MADURAI: The Madurai Bench of Madras High Court has observed that a man pulling a woman’s hand, though would shock her sense of decency, should be coupled with criminal intention to constitute an offence.
Justice RN Manjula made the observations recently while setting aside the conviction and punishment imposed on a caste Hindu man, R Murugesan, for outraging the modesty of an SC woman of unsound mind by pulling her hands when she was grazing cattle in Madurai district in 2015.
Murugesan was booked by Sholavandan police under sections 3(1)(x) of SC/ST Act and 354 of IPC. The trial judge acquitted him from the charges under SC/ST Act and convicted him for the offence under 354 IPC ( assaulting a woman with intent to outrage her modesty), and sentenced him to three years rigorous imprisonment in 2018.

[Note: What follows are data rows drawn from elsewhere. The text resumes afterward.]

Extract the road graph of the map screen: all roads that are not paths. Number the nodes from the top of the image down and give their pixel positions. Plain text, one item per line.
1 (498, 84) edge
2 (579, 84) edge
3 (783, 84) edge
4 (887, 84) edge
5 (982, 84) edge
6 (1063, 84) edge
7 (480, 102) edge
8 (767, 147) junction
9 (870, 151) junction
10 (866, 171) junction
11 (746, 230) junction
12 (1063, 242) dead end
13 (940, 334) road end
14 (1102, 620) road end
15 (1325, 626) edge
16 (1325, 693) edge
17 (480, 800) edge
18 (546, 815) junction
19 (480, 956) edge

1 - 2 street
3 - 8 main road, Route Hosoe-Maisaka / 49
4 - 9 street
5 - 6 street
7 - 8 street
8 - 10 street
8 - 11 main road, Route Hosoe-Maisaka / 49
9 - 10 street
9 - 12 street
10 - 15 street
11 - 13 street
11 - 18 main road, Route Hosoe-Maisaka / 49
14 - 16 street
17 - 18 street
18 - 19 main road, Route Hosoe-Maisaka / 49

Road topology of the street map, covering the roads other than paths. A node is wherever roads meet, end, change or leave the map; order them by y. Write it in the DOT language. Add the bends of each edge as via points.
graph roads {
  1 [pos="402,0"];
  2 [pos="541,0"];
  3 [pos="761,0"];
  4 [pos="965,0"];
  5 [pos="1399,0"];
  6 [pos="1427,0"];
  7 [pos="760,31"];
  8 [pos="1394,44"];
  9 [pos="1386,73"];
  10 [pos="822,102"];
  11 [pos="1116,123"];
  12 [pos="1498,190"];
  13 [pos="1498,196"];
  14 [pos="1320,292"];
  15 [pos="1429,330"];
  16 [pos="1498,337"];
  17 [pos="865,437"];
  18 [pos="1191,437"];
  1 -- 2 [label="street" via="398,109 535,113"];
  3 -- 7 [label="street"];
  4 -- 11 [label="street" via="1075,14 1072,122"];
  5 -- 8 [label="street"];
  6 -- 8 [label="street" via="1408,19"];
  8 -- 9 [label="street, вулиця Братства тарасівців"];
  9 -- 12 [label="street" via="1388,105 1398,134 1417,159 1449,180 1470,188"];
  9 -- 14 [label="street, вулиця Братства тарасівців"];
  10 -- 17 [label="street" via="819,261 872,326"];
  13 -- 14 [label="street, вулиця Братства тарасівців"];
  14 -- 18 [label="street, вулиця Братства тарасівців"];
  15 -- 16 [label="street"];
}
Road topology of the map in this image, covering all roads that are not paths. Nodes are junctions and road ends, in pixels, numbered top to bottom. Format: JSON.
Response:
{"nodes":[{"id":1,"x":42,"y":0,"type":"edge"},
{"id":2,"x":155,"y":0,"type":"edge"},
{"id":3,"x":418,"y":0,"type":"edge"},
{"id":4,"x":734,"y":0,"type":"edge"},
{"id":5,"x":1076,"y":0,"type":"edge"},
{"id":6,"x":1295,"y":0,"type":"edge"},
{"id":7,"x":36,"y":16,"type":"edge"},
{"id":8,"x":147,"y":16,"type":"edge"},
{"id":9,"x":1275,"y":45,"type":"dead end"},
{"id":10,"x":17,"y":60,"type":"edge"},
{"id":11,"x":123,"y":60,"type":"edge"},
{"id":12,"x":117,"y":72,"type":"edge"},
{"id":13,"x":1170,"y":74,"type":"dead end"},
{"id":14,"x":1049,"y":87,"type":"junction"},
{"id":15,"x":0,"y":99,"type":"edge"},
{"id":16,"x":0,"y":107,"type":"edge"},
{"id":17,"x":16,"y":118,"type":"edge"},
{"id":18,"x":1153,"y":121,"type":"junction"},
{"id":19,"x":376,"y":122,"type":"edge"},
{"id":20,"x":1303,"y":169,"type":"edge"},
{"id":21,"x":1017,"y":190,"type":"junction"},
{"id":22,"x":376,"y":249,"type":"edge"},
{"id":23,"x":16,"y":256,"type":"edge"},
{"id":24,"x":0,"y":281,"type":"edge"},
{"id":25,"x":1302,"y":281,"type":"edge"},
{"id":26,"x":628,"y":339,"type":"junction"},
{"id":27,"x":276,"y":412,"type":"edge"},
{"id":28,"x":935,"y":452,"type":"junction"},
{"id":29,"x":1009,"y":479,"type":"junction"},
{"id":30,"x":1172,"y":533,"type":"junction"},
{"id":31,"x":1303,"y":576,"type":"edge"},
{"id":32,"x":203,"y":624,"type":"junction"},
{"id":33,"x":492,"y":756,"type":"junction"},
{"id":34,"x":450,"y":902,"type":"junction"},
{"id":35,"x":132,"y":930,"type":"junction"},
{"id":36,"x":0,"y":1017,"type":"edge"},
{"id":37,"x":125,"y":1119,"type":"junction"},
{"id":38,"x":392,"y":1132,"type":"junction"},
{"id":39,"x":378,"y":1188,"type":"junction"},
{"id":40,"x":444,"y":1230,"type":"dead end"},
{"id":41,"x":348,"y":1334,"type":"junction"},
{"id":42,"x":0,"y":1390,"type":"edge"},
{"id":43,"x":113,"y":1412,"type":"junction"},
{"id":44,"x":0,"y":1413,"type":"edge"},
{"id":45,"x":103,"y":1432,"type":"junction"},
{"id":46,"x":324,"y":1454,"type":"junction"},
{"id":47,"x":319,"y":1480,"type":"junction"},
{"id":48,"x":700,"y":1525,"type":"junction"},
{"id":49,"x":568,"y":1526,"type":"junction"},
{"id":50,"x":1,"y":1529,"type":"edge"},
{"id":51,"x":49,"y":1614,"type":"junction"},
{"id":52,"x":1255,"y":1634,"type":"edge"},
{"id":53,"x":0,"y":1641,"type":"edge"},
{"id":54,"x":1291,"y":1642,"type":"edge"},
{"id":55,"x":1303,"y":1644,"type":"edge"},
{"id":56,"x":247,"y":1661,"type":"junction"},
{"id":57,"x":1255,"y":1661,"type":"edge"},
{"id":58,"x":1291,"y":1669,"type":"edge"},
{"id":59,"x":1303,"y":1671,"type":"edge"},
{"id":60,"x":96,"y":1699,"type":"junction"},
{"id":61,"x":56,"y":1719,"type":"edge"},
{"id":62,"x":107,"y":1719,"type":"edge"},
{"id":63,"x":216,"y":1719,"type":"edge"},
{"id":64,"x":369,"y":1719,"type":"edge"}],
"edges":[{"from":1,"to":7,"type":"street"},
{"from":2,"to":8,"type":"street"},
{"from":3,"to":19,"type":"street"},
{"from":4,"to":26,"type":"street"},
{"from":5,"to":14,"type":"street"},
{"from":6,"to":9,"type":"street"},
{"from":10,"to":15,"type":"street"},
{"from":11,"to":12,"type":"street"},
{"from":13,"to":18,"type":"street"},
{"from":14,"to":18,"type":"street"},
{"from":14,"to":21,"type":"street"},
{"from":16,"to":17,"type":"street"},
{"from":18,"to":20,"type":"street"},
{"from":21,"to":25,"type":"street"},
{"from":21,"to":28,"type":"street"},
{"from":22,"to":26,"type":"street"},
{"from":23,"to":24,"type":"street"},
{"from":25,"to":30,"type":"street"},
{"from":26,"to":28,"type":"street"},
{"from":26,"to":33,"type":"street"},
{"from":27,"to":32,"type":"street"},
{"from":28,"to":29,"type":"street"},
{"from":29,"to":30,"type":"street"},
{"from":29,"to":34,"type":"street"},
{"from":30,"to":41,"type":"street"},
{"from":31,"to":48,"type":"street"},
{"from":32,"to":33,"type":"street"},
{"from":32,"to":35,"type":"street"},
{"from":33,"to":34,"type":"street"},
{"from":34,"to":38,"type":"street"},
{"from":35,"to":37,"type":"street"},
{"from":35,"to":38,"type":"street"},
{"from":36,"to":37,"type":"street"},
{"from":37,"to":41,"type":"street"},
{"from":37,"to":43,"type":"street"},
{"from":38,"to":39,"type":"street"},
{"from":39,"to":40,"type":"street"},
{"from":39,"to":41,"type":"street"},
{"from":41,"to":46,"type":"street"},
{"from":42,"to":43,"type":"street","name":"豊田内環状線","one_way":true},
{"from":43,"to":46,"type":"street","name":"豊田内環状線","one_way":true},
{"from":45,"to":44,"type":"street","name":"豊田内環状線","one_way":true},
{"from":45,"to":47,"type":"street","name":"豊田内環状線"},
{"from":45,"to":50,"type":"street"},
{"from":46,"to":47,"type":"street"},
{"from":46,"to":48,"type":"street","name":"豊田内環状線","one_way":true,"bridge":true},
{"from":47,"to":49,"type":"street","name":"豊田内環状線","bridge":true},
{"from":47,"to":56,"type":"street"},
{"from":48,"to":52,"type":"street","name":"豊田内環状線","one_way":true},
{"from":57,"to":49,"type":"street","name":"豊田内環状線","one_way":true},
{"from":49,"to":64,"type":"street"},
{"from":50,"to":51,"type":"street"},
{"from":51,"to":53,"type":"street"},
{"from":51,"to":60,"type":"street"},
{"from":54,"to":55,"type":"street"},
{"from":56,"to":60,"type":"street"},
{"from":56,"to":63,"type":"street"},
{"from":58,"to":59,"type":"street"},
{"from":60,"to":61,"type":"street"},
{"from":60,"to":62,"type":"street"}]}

Hearing an appeal filed by Murugesan against his conviction and sentence, Justice Manjula observed that prosecution failed to prove that Murugesan had pulled the victim’s hands with a criminal intention. If the accused had any other intention like pulling the victim away from the centre of a road or to avert any other accident, it cannot be considered as commission of an offence of outraging the modesty based on vague and generalised statements without clear and detailed evidence about the intention, she added.
The judge also observed that the statements of the eyewitnesses were vague and contradictory and not sufficient to convict the accused. Therefore, Murugesan is entitled to benefit of doubt, she held and allowed his appeal.